A few ways in which VB teaches bad habits:
1: Enforced use of Goto/On Error Goto for error handling rather than having any real exception handling. Actually, it's worse than that. Using the err object/raising an error to be caught in your error handler is
EXPENSIVE in VB, on the order of 100 million CPU cycles. So actually for the errors you have full control of, if you want things handled a couple hundred times quicker you have to copy your error information into some object scope vars with a function call, then explicitly have a Goto nonsystemerrorhandler in your code.
2: No way to enforce explicit variable type declarations with the ugly Variant as a default type in code that doesn't specify. Fortunately .NET fixes this with Option Strict. VB.NET is truly a different animal from VB6 - it's VB6 I have major issues with. In fact it is all too common a practice NOT to give variables types because then things won't work if you copy and paste into ASP/VBScript.
3: The fact things have to be Variant if they are ByRef params called from VBScript is the ultimate evil.
4: reference counting on all objects rather than forcing the programmer to think about their allocation/deallocation, and no direct control of destructors being called.
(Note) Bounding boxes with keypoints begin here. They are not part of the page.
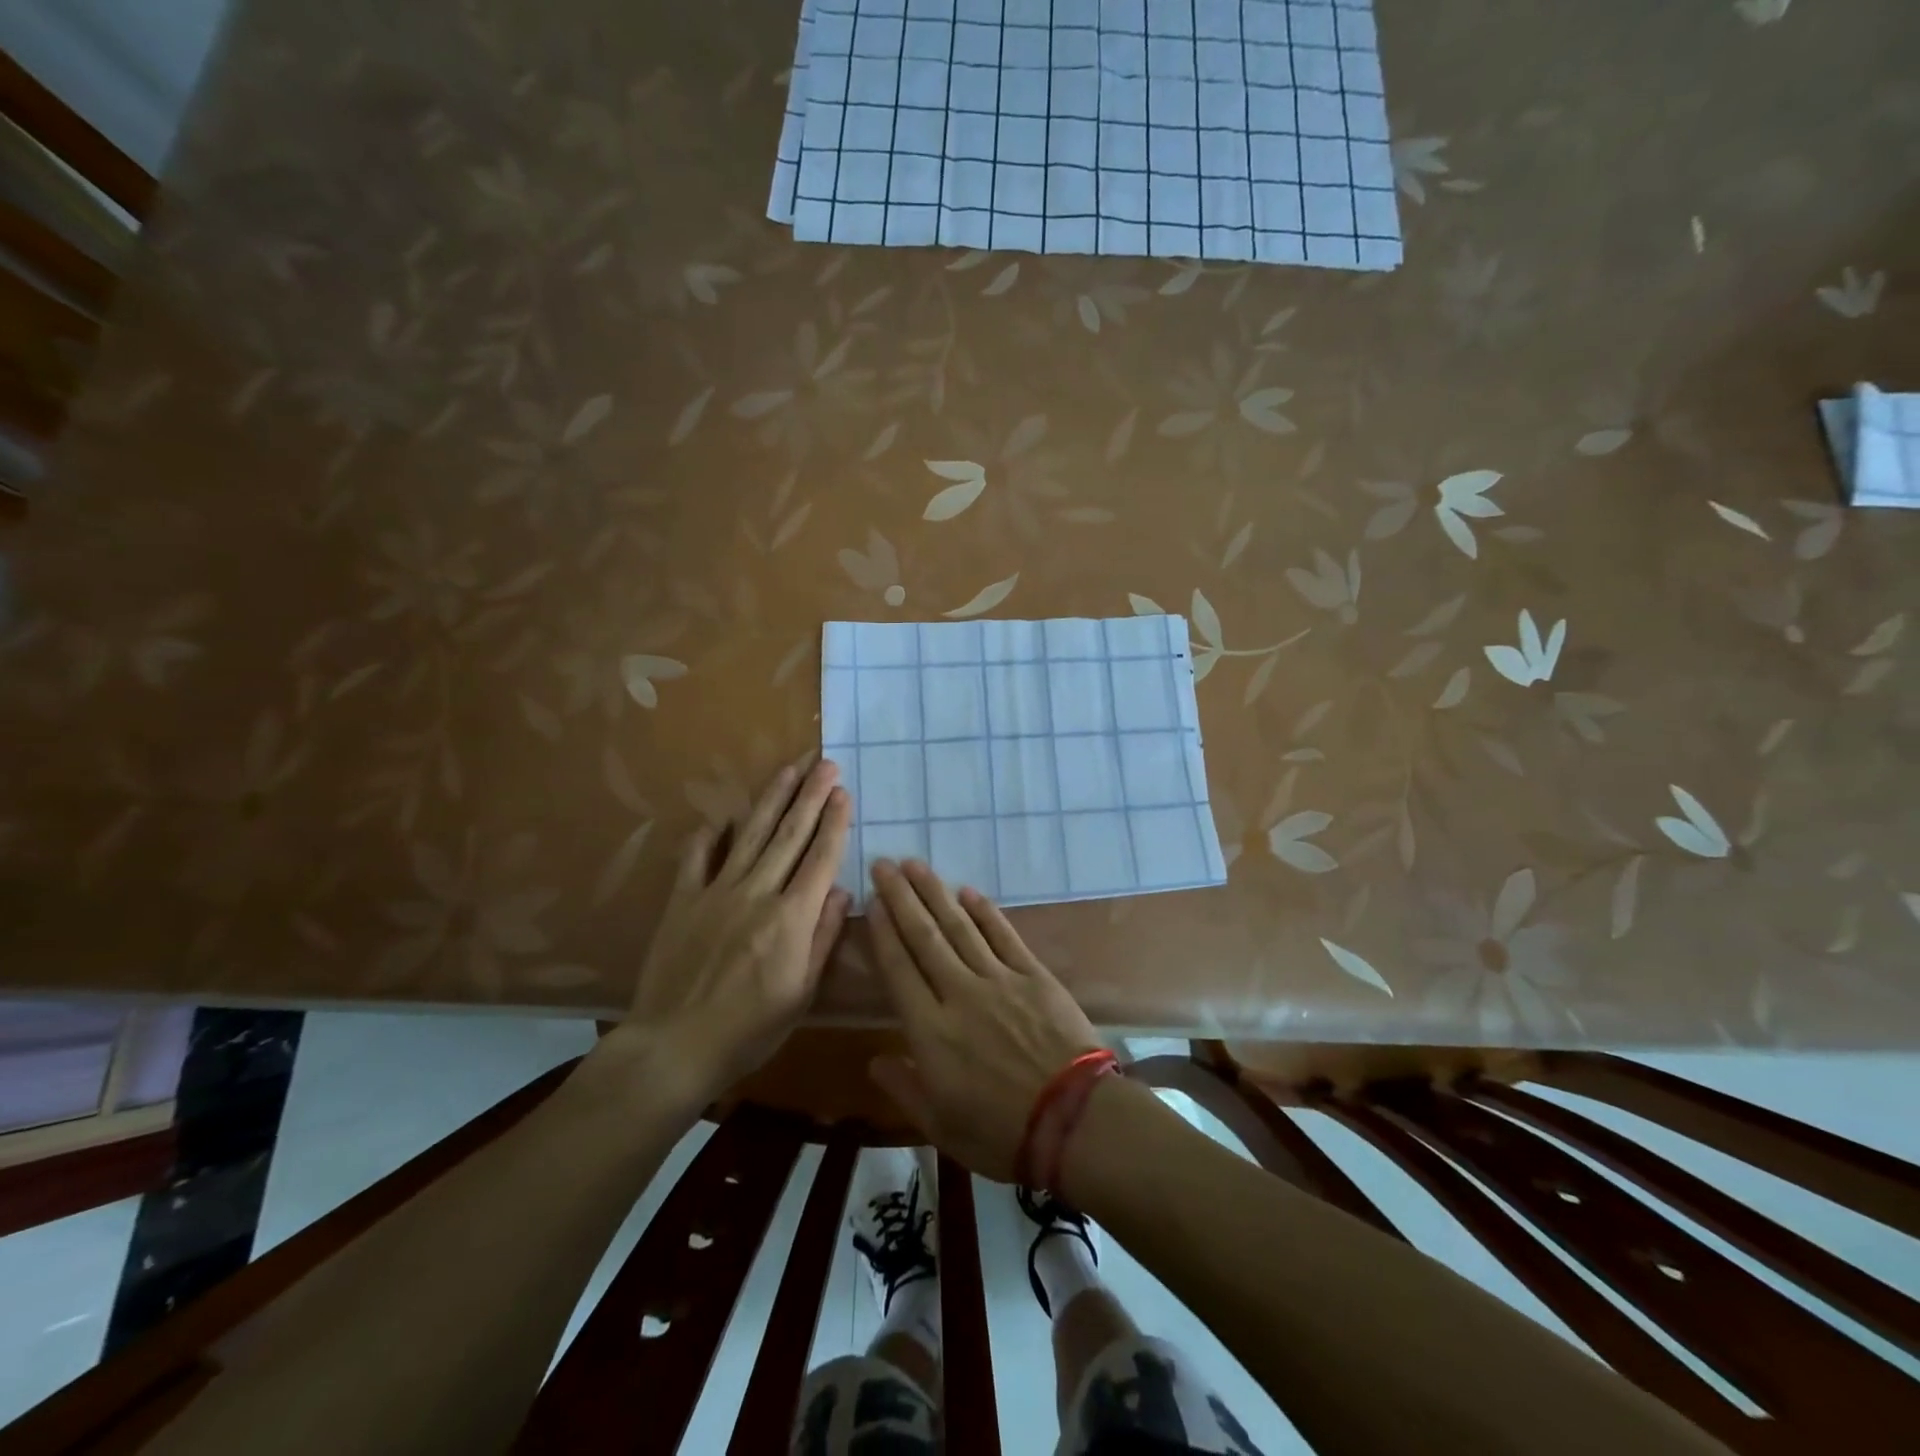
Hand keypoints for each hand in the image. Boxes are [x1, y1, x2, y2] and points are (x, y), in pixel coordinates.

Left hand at [607, 754, 851, 1109]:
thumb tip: (840, 891)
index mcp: (791, 917)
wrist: (674, 1046)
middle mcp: (757, 892)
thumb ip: (822, 938)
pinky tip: (719, 816)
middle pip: (789, 834)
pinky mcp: (683, 901)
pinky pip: (696, 857)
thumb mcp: (802, 993)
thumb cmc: (750, 1030)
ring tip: (787, 770)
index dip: (834, 822)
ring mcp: (716, 892)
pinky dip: (708, 834)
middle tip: (824, 763)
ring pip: (749, 835)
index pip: (820, 858)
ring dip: (771, 799)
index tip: (843, 791)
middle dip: (810, 796)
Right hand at [866, 859, 1102, 1180]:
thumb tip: (874, 1058)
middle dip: (901, 898)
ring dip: (936, 893)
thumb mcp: (942, 1126)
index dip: (883, 933)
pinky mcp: (1033, 975)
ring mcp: (999, 980)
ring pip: (960, 927)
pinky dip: (984, 911)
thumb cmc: (1002, 1133)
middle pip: (924, 937)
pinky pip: (1003, 935)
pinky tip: (968, 891)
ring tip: (916, 866)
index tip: (872, 902)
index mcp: (930, 1032)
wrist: (1076, 1123)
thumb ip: (905, 1088)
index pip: (899, 969)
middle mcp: (959, 994)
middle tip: (884, 864)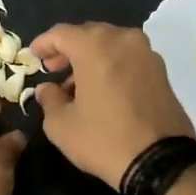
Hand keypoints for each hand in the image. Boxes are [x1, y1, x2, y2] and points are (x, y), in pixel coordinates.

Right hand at [30, 22, 194, 187]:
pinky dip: (111, 65)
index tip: (34, 56)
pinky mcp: (161, 71)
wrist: (160, 161)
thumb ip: (49, 99)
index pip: (62, 33)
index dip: (44, 43)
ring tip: (76, 84)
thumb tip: (48, 89)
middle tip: (54, 69)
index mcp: (95, 46)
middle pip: (89, 34)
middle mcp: (123, 40)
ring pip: (111, 44)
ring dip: (91, 57)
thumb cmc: (104, 139)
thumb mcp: (62, 125)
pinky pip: (128, 57)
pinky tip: (102, 88)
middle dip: (68, 49)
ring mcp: (146, 53)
Yes, I say
forcing the programmer to do this is a
good thing?. I know this "feature" is supposed to protect you from memory leaks but in actuality it doesn't. Any objects with references to each other (circular) will end up causing a memory leak in VB. I know circular references are also considered bad practice, but there are more justifiable uses for this than one might think. This is a big gripe with Java as well.
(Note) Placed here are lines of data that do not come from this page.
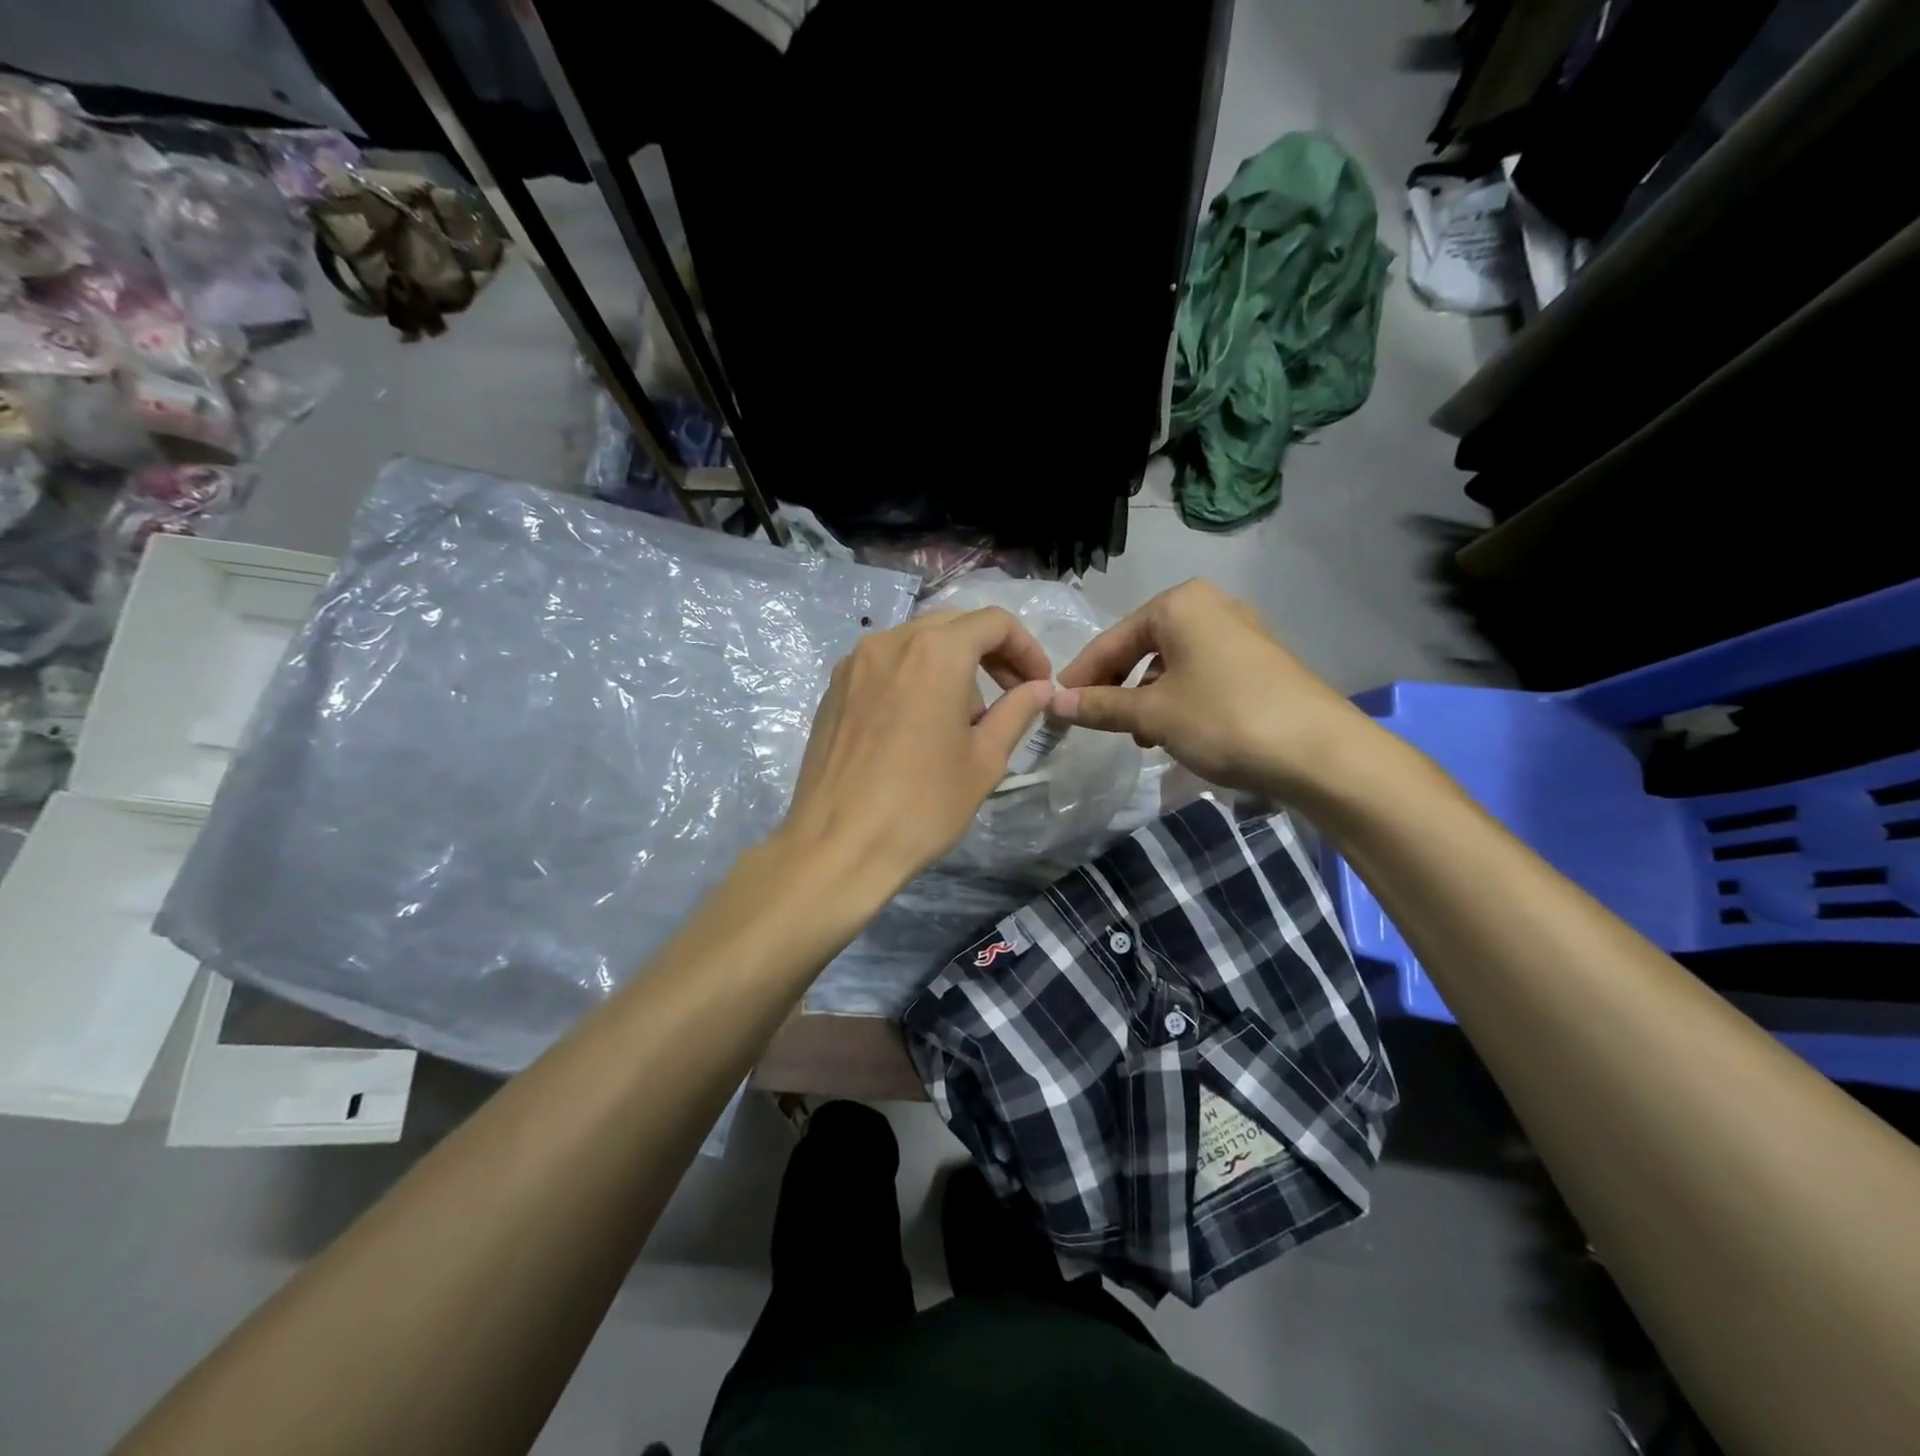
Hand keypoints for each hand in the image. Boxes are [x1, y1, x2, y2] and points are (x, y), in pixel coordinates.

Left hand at [778, 607, 1054, 892]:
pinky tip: (917, 725)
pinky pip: (885, 666)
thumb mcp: (984, 759)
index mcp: (935, 652)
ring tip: (960, 719)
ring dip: (950, 665)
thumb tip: (1041, 688)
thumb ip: (1017, 712)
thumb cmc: (923, 804)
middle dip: (989, 652)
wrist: (838, 846)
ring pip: (916, 643)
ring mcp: (854, 663)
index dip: (1026, 648)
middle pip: (953, 625)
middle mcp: (890, 642)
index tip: (1036, 685)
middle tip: (1008, 695)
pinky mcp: (833, 689)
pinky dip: (913, 678)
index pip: (994, 622)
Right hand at [1051, 578, 1371, 795]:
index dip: (1081, 675)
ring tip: (1140, 735)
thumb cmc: (1224, 719)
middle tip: (1098, 721)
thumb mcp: (1152, 715)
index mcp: (1180, 604)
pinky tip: (1178, 731)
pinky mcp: (1261, 661)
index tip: (1057, 705)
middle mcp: (1211, 606)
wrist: (1320, 752)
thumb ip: (1100, 706)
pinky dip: (1180, 699)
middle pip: (1142, 647)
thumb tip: (1054, 703)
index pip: (1112, 640)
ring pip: (1173, 663)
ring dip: (1148, 697)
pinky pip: (1202, 673)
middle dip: (1117, 686)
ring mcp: (1241, 632)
5: Don't get me started on the evils of the "apartment thread model". BTW, did you realize that any Public variable in a .bas file is actually
thread scope, not a true global? (Actually, given the thread model, that is a good thing...)
6: Array implementation so lousy it forces you to either throw the array contents into a delimited string or use a dictionary or list object if the array needs to be scanned frequently for performance reasons.
7: Everything has to be an "Object" so that they can claim it is OOP - it won't let you create a normal Win32 DLL that is a collection of functions but isn't COM, yet the only possible type of inheritance is interfaces.
Edit: BTW, anyone else who downloaded the source to Windows notice that the only 2 VB files are test programs to make sure it still worked with other Windows components?